You can use the svnadmin lstxns command to list the names of the currently outstanding transactions:
$ svnadmin lstxns myrepos 19 3a1 a45 $
Each item in the resultant output can then be used with
svnlook (and its
--transaction
(-t
) option)
to determine who created the transaction, when it was
created, what types of changes were made in the
transaction—information that is helpful in determining
whether the transaction is a safe candidate for
removal! If you do indeed want to remove a transaction, its
name can be passed to svnadmin rmtxns,
which will perform the cleanup of the transaction. In fact,
svnadmin rmtxns can take its input
directly from the output of
svnadmin lstxns!
$ svnadmin rmtxns myrepos `svnadmin lstxns myrepos` $
If you use these two subcommands like this, you should consider making your repository temporarily inaccessible to clients. That way, no one can begin a legitimate transaction before you start your cleanup. Example 5.3, “txn-info.sh (reporting outstanding transactions)” contains a bit of shell-scripting that can quickly generate information about each outstanding transaction in your repository.
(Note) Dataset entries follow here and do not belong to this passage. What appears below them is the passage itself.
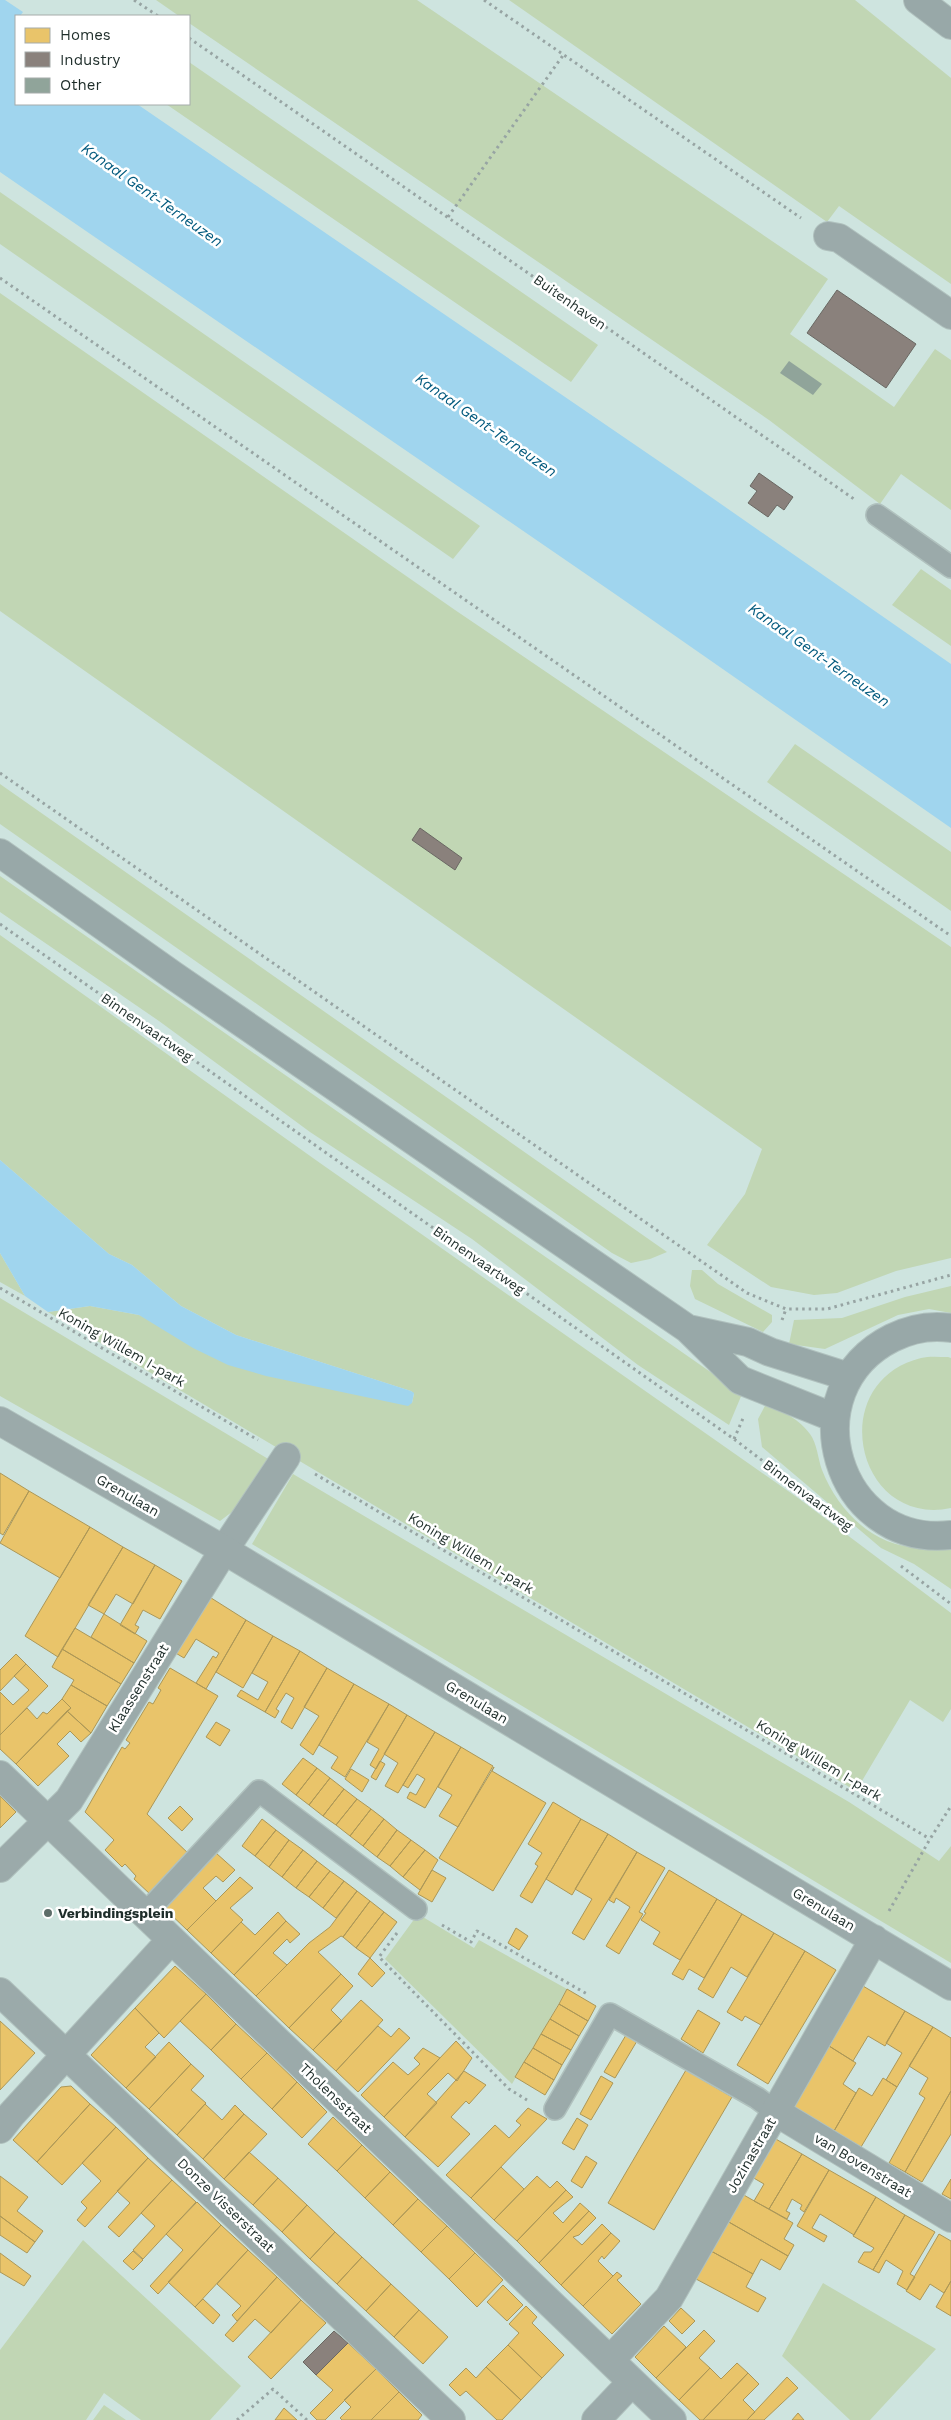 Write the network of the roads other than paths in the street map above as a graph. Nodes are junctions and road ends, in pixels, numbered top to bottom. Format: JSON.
{"nodes":[{"id":1,"x":918,"y":0,"type":"edge"},
{"id":2,"x":951,"y":25,"type":"edge"},
{"id":3,"x":828,"y":236,"type":"road end"},
{"id":4,"x":951,"y":315,"type":"edge"},
{"id":5,"x":877,"y":515,"type":"road end"},
{"id":6,"x":951,"y":567,"type":"edge"},
{"id":7,"x":0,"y":853,"type":"edge"},
{"id":8,"x":951,"y":1328,"type":"edge"},
{"id":9,"x":688,"y":1329,"type":"junction"},
{"id":10,"x":849,"y":1377,"type":"junction"},
{"id":11,"x":835,"y":1418,"type":"junction"},
{"id":12,"x":0,"y":1421,"type":"edge"},
{"id":13,"x":286,"y":1457,"type":"road end"},
{"id":14,"x":951,"y":1535,"type":"edge"},
{"id":15,"x":224,"y":1550,"type":"junction"},
{"id":16,"x":0,"y":1775,"type":"edge"},
{"id":17,"x":47,"y":1820,"type":"junction"},
{"id":18,"x":0,"y":1868,"type":"edge"},
{"id":19,"x":416,"y":1909,"type":"road end"},
{"id":20,"x":144,"y":1914,"type":"junction"},
{"id":21,"x":874,"y":1939,"type":"junction"},
{"id":22,"x":171,"y":1940,"type":"junction"},
{"id":23,"x":951,"y":1986,"type":"edge"},
{"id":24,"x":0,"y":1992,"type":"edge"},
{"id":25,"x":67,"y":2053,"type":"junction"},
{"id":26,"x":555,"y":2109,"type":"road end"},
{"id":27,"x":776,"y":2112,"type":"junction"},
{"id":28,"x":0,"y":2129,"type":"edge"},
{"id":29,"x":951,"y":2218,"type":"edge"},
{"id":30,"x":611,"y":2359,"type":"junction"},
{"id":31,"x":632,"y":2382,"type":"junction"},
{"id":32,"x":451,"y":2420,"type":"edge"},
{"id":33,"x":596,"y":2420,"type":"edge"},
{"id":34,"x":672,"y":2420,"type":"edge"}],
"edges":[{"from":1,"to":2,"type":"main road"},
{"from":3,"to":4,"type":"street"},
{"from":5,"to":6,"type":"lane"},
{"from":7,"to":9,"type":"main road"},
{"from":8,"to":10,"type":"main road"},
{"from":9,"to":10,"type":"main road"},
{"from":9,"to":11,"type":"main road"},
{"from":10,"to":11,"type":"main road"},
{"from":11,"to":14,"type":"main road"},
{"from":12,"to":15,"type":"street","name":"Grenulaan"},
{"from":13,"to":15,"type":"street","name":"Klaassenstraat"},
{"from":15,"to":17,"type":"street","name":"Klaassenstraat"},
{"from":15,"to":21,"type":"street","name":"Grenulaan"},
{"from":16,"to":17,"type":"street","name":"Tholensstraat"},
{"from":17,"to":18,"type":"street"},
{"from":17,"to":20,"type":"street","name":"Tholensstraat"},
{"from":19,"to":20,"type":"lane"},
{"from":20,"to":22,"type":"street","name":"Tholensstraat"},
{"from":21,"to":23,"type":"street","name":"Grenulaan"},
{"from":21,"to":27,"type":"street","name":"Jozinastraat"},
{"from":22,"to":25,"type":"street"},
{"from":22,"to":30,"type":"street","name":"Tholensstraat"},
{"from":24,"to":25,"type":"street","name":"Donze Visserstraat"},
{"from":25,"to":28,"type":"street"},
{"from":25,"to":32,"type":"street","name":"Donze Visserstraat"},
{"from":26,"to":27,"type":"lane"},
{"from":27,"to":29,"type":"street","name":"van Bovenstraat"},
{"from":27,"to":30,"type":"street","name":"Jozinastraat"},
{"from":30,"to":31,"type":"street","name":"Tholensstraat"},
{"from":31,"to":33,"type":"street"},
{"from":31,"to":34,"type":"street","name":"Tholensstraat"}]}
Example 5.3. txn-info.sh (reporting outstanding transactions)
#!/bin/sh ### Generate informational output for all outstanding transactions in ### a Subversion repository. REPOS="${1}" if [ "x$REPOS" = x ] ; then echo "usage: $0 REPOS_PATH" exit fi for TXN in `svnadmin lstxns ${REPOS}`; do echo "---[ Transaction ${TXN} ]-------------------------------------------" svnlook info "${REPOS}" -t "${TXN}" done
The output of the script is basically a concatenation of several chunks of svnlook info output (see the section called “svnlook”) and will look something like this:
$ txn-info.sh myrepos ---[ Transaction 19 ]------------------------------------------- sally 2001-09-04 11:57:19 -0500 (Tue, 04 Sep 2001) 0 ---[ Transaction 3a1 ]------------------------------------------- harry 2001-09-10 16:50:30 -0500 (Mon, 10 Sep 2001) 39 Trying to commit over a faulty network. ---[ Transaction a45 ]------------------------------------------- sally 2001-09-12 11:09:28 -0500 (Wed, 12 Sep 2001) 0 $
A long-abandoned transaction usually represents some sort of failed or interrupted commit. A transaction's datestamp can provide interesting information—for example, how likely is it that an operation begun nine months ago is still active?
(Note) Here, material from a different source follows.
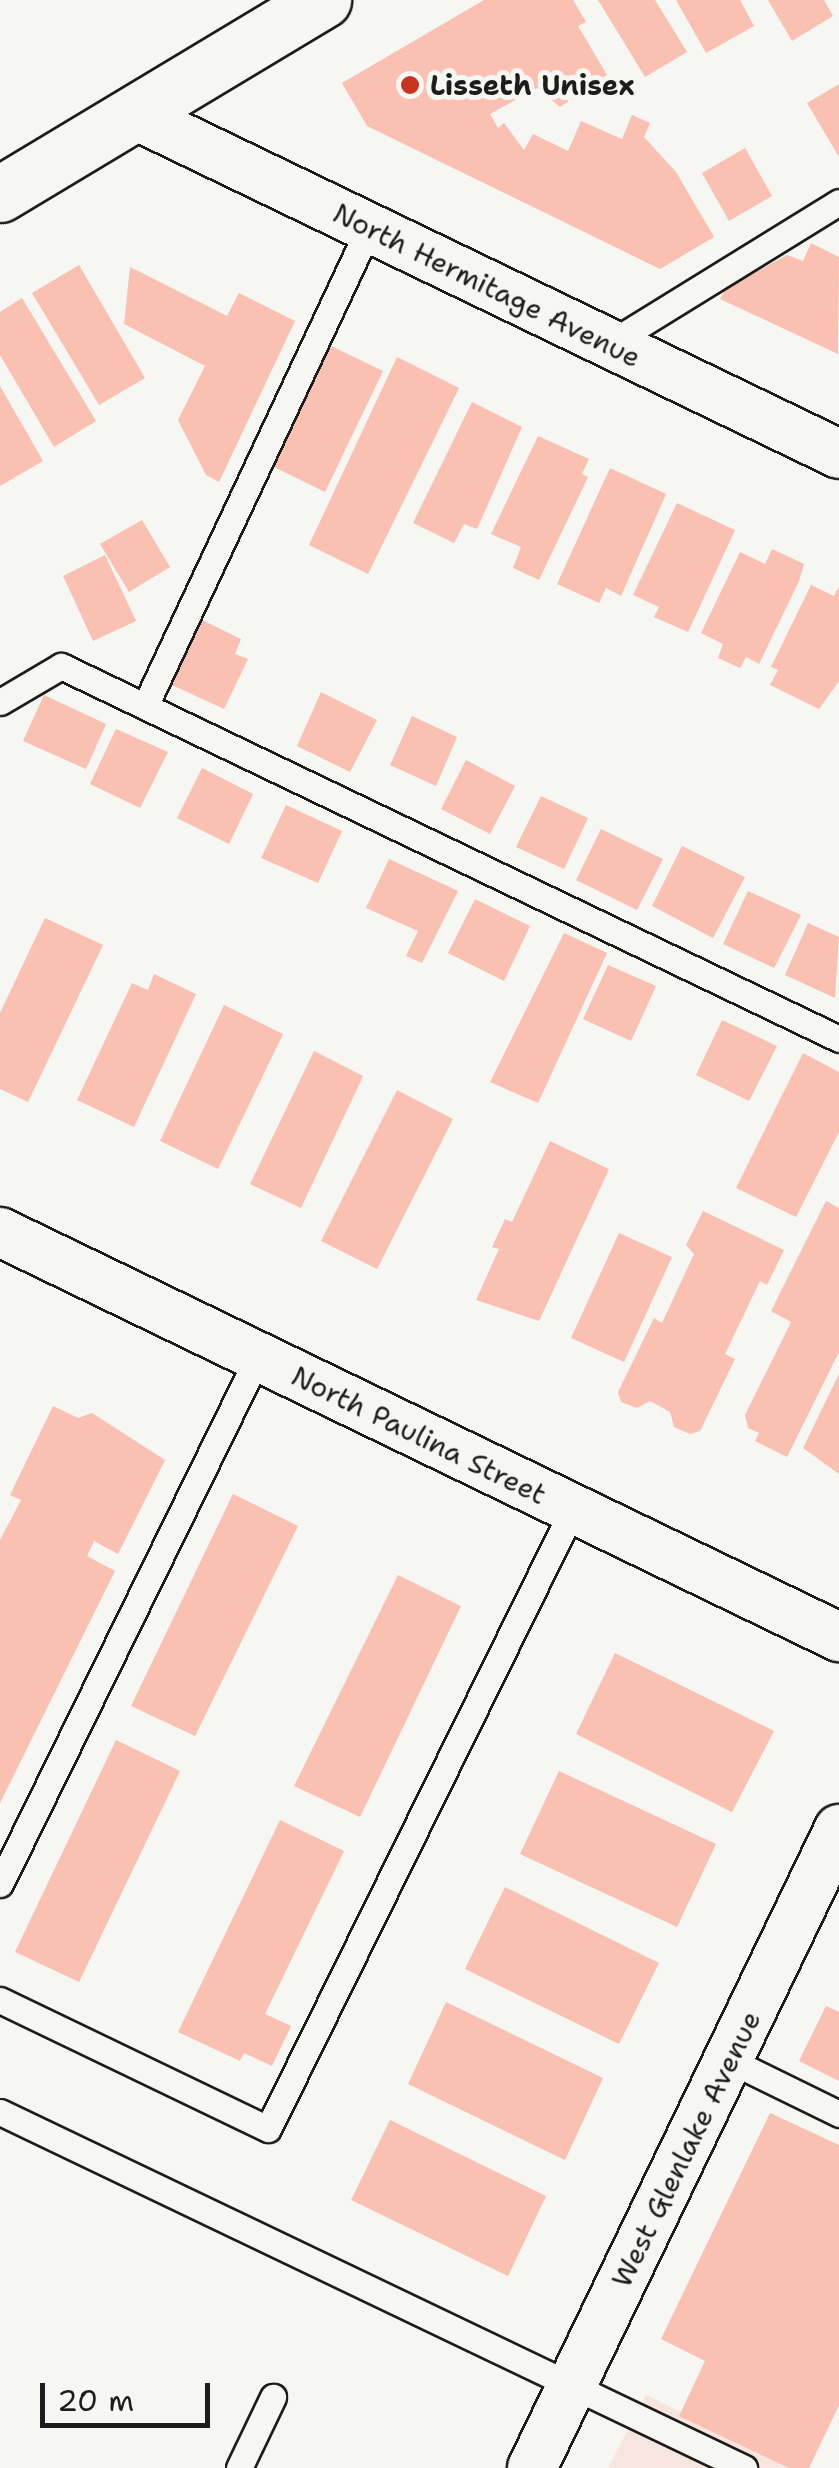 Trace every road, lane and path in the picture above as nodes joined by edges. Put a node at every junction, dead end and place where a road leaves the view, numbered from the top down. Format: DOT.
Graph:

In short, transaction cleanup decisions need not be made unwisely. Various sources of information—including Apache's error and access logs, Subversion's operational logs, Subversion revision history, and so on—can be employed in the decision-making process. And of course, an administrator can often simply communicate with a seemingly dead transaction's owner (via email, e.g.) to verify that the transaction is, in fact, in a zombie state.
Until recently, the largest offender of disk space usage with respect to BDB-backed Subversion repositories were the logfiles in which Berkeley DB performs its prewrites before modifying the actual database files. These files capture all the actions taken along the route of changing the database from one state to another—while the database files, at any given time, reflect a particular state, the logfiles contain all of the many changes along the way between states. Thus, they can grow and accumulate quite rapidly.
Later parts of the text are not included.